自分は本当に、赦されていいのだろうか。あのとき、自分はスザナと約束した。もう二度と、テリィには会わないと。その約束を、破ったのに。

たとえスザナがこの世を去ったあとだったとしても、たとえテリィの方から自分に手紙を送ってきてくれたのだとしても、心の奥で彼を待っていた自分がいなかったとは言い切れなかった。

キャンディは雑誌をそっと閉じた。けれど、心の中に開いてしまったものまでは、閉じることができなかった。


それからのキャンディは、表面上はいつも通りだった。

診療所では看護婦として働き、ポニーの家では子どもたちの世話をし、夕食の支度や片づけを手伝った。けれど、夕食の片づけが終わると、決まってこう言うようになった。

「新しい医療の勉強をしなきゃ」と。

そう言って、そそくさと自室へ上がっていく。

誰も不自然に思わないように、机の上には医学書を開いておき、ランプも灯した。

けれど本当は、勉強などしていなかった。

部屋の灯りをしばらくそのままにして、誰にも気づかれないように、そっと廊下へ出る。階段を下り、裏口から外へ出る。

夏が近づいているとはいえ、夜はまだ冷える。

小さな燭台を手に、暗い道を歩く。向かう先は、ポニーの家の礼拝堂だった。

昼間は子どもたちの声が響くその場所も、夜になるとまるで別の場所のように静まり返っている。扉を開けると、古い木の匂いが迎えた。

キャンディは中へ入り、聖母マリア像の前に燭台を置いた。

揺れる小さな炎が、マリア像の横顔を淡く照らす。

その前の椅子に腰を下ろすと、キャンディは両手を組み、ゆっくりと瞼を閉じた。そして、震える声で祈った。

「敬愛する主よ。私は、あなたにお願いいたしたいと思います。どうか私の懺悔を聴いて、神様のゆえに、罪の赦しを私に告げてください」

声は小さく、礼拝堂の暗がりに吸い込まれていった。けれど、その言葉は、キャンディの胸の奥から絞り出されたものだった。
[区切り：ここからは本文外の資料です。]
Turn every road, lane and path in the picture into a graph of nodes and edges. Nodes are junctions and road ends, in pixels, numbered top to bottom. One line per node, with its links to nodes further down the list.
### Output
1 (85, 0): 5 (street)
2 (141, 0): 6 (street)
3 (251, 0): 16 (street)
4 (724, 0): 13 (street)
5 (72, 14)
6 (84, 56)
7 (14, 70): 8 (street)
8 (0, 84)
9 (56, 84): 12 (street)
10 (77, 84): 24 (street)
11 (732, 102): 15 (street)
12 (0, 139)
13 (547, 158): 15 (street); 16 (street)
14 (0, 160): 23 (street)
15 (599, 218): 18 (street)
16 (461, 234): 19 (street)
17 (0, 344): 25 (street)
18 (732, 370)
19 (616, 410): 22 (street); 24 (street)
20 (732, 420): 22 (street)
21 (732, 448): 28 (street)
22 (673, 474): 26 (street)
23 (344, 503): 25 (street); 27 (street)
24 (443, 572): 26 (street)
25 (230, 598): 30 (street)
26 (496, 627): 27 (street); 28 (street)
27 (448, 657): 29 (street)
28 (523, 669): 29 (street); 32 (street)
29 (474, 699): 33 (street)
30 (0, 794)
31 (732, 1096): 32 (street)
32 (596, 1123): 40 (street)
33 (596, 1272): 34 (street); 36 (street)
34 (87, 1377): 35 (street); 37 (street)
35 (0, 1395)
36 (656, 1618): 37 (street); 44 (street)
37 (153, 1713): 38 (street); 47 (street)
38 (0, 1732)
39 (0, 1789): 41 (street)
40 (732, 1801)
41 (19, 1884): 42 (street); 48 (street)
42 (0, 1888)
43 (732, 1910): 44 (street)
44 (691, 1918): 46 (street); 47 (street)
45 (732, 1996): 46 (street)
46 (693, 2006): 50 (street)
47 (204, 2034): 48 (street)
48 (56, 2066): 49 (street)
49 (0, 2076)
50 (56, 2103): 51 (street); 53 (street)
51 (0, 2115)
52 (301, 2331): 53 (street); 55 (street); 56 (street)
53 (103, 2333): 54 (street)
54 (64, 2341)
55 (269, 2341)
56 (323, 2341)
彼女が夜ごとここへ来る理由。それは願い事ではなかった。幸せになりたいと願うためでなく、懺悔するためだった。

スザナとの約束を破ったこと。あの頃、自分が身を引けばすべてがうまくいくと信じ、テリィとスザナの未来まで分かったつもりになっていたこと。

そして今、そのことに気づきながらも、テリィを愛することも、彼と幸せになりたいという願いも、捨てることができないこと。

そのすべてを、神の前に差し出すためだった。